Kyiv’s international allies offered praise and new promises of military aid to mark the occasion, with President Joe Biden announcing a package of nearly $3 billion that he said would allow the country to acquire weapons to defend itself over the long term.
The festivities were subdued, however, with mass gatherings canceled and Ukrainians across the country told to be vigilant in case Russia unleashed fresh strikes. But the symbolism of a nation celebrating its identity six months after its neighbor's tanks rolled across the border in an effort to erase it was evident in Zelenskyy’s address.
“On Feb. 24, we were told: You have no chance. On Aug. 24, we say: Happy Independence Day, Ukraine!” Zelenskyy said in a recorded video, which aired early on the 31st anniversary of Ukraine’s independence from Soviet rule.
The country’s perseverance throughout the six months of conflict has shaped it like nothing before, the 44-year-old leader told Ukrainians as he stood in Kyiv’s historic Maidan Square, wearing his signature military slacks.
“We finally became truly one,” he said. “A new nation that emerged on Feb. 24 at 4 a.m.
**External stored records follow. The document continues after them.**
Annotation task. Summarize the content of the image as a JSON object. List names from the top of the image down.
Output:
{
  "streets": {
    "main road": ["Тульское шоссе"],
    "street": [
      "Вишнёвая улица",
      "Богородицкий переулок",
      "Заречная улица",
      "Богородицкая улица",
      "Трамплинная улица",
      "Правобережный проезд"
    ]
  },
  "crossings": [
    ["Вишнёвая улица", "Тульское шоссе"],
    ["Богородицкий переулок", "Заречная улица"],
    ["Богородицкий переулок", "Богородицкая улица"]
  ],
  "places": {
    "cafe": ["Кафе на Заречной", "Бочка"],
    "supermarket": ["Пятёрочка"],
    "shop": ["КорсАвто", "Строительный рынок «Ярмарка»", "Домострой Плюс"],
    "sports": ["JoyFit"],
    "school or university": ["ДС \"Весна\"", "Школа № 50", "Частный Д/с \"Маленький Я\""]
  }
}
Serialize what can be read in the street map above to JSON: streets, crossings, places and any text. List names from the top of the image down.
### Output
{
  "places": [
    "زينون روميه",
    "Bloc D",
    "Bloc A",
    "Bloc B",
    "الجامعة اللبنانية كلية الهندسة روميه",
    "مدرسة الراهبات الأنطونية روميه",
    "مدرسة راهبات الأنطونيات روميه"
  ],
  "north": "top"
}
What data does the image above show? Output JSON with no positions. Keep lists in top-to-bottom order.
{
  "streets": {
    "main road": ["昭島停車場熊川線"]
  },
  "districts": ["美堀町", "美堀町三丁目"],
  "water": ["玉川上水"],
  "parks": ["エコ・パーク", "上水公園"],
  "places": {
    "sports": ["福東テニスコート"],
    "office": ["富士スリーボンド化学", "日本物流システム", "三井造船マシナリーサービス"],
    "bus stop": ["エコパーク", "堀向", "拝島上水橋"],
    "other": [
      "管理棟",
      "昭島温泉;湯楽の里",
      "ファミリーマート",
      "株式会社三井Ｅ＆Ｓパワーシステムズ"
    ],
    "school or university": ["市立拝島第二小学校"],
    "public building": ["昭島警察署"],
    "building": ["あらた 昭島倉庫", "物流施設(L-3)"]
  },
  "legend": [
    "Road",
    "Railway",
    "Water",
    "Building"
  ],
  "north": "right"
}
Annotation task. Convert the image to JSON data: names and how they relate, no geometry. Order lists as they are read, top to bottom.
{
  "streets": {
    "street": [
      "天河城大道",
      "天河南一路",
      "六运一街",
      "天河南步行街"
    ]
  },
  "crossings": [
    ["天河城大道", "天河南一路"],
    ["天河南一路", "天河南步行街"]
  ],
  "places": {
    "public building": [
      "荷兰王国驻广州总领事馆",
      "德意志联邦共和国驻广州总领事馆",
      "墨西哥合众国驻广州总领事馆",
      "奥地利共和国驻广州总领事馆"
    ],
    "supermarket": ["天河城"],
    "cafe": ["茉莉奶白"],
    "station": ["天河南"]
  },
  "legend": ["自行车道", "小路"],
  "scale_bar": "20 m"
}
Not born, but reborn.”
Biden hailed Ukrainians' "extraordinary courage" in a statement that also acknowledged the “bittersweet” nature of the occasion. British Prime Minister Boris Johnson and European Commission President Ursula von der Leyen were among the other world leaders who used the occasion to praise Ukraine’s resistance and vow to stand by its side for as long as it takes.
In Moscow — as a war the Kremlin hoped would be long over stretches on — Russia's defense chief acknowledged that its offensive had slowed, while the arrest of an opposition politician highlighted the domestic crackdown on dissent.
Zelenskyy warned earlier that Russia may unleash “repugnant provocations and brutal strikes” Wednesday. The United States also said that it had information that “Russia is stepping up efforts to launch strikes against Ukraine’s civilian infrastructure and government facilities in the coming days.”
Local authorities — from Kharkiv in the east to Lviv in the west — have warned people to pay more attention to air raid sirens, respect curfews and work from home, if possible.
Some air raid sirens sounded in an otherwise quiet Kyiv early on Wednesday, but perhaps the most potent sign of the war in Ukraine’s capital was the procession of burned-out Russian military vehicles displayed defiantly in the heart of the city.
Having held on to Kyiv, Zelenskyy renewed his vow to recapture the eastern region of the Donbas, large swaths of which Russia now controls, and Crimea, which Moscow annexed in 2014. “What is the end of the war for us?? We used to say: peace. Now we say: victory,” he said in the address.
Later on Wednesday, Zelenskyy told a meeting of the United Nations Security Council that 15 people were killed and 50 injured when Russia launched missiles at a railroad station in Ukraine’s central Dnipropetrovsk region. “This is our life every day,” he said.
NBC News was not able to independently verify the number of injured.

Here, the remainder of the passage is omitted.